## [DESCRIPTION OF THE TASK]
For the records below, give the count of lines holding the word "Catalpa" and nothing more.

━━ DATA

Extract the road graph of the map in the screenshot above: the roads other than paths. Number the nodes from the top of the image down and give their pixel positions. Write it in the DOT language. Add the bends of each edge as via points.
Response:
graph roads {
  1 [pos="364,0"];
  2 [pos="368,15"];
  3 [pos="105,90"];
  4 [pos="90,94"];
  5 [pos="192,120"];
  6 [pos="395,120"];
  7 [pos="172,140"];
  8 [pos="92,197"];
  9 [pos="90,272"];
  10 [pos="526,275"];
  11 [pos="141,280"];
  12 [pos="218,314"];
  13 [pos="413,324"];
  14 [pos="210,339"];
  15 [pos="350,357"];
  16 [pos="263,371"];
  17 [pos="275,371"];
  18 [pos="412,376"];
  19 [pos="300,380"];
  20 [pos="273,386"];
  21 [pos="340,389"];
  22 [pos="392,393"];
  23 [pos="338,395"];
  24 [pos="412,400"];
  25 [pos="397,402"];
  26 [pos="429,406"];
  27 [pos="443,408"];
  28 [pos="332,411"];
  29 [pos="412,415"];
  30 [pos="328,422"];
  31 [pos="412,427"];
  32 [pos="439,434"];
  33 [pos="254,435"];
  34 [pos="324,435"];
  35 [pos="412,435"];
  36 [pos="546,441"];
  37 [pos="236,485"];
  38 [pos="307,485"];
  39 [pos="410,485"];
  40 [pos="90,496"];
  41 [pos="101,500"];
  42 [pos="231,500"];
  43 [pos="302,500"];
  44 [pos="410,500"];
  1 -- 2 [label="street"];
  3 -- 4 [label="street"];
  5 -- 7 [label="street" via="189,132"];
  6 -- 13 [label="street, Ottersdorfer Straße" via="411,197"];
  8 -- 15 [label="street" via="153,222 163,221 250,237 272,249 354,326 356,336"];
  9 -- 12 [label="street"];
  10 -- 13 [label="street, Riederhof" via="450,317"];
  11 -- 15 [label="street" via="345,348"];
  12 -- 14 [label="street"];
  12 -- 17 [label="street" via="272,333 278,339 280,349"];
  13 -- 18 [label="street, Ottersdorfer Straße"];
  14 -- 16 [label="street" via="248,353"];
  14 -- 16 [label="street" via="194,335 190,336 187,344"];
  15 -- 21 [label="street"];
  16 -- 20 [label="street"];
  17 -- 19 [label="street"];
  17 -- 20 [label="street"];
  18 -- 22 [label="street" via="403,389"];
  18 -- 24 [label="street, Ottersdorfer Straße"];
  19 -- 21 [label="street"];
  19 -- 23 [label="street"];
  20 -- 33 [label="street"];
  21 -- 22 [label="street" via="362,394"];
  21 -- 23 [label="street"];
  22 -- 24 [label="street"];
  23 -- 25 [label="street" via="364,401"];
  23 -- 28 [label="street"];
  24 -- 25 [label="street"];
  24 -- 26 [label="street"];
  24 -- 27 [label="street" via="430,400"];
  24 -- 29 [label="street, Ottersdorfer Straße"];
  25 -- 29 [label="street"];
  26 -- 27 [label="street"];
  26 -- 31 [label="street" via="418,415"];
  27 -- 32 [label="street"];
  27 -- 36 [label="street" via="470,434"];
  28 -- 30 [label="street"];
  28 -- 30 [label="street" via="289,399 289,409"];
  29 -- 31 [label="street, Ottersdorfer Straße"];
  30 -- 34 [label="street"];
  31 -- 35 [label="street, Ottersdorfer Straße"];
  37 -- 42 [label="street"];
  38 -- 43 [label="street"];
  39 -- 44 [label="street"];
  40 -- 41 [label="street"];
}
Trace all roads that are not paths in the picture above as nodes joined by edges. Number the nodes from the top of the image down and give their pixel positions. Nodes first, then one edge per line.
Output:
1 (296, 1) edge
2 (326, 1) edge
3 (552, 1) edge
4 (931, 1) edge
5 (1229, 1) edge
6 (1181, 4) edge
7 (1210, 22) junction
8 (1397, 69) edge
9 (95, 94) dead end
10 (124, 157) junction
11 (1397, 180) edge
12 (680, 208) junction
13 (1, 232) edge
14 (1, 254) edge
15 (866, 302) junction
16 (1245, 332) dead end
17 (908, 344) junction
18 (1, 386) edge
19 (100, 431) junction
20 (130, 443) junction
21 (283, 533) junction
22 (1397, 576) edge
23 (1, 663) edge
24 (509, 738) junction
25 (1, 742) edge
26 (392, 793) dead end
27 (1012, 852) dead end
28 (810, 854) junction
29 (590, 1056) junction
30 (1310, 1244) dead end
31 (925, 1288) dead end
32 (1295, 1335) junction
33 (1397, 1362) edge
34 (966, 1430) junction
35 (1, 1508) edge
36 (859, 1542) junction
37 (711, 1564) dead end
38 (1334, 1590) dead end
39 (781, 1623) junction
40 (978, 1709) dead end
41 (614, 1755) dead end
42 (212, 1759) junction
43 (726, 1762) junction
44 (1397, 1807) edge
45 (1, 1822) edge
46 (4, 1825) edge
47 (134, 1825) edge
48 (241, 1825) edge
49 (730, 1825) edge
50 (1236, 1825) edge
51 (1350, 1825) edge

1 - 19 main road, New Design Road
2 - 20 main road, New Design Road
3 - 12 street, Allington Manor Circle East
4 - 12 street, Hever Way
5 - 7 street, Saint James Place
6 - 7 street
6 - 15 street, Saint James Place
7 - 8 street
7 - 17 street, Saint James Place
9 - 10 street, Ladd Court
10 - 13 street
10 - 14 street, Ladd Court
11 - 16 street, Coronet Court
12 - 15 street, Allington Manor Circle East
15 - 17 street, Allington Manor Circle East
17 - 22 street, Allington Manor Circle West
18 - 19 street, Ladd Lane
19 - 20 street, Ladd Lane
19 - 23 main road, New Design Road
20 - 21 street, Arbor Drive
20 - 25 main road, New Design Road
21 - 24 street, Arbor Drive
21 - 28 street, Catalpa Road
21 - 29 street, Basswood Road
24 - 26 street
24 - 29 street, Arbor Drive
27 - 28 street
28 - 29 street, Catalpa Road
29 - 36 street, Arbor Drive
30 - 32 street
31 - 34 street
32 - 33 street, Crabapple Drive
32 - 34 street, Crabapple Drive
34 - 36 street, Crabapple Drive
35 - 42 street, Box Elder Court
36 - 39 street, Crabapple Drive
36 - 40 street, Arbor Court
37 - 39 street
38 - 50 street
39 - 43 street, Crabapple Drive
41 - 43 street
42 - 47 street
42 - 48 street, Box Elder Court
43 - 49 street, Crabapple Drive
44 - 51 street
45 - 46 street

━━━━

## [SOLUTION TO THE PROBLEM]
2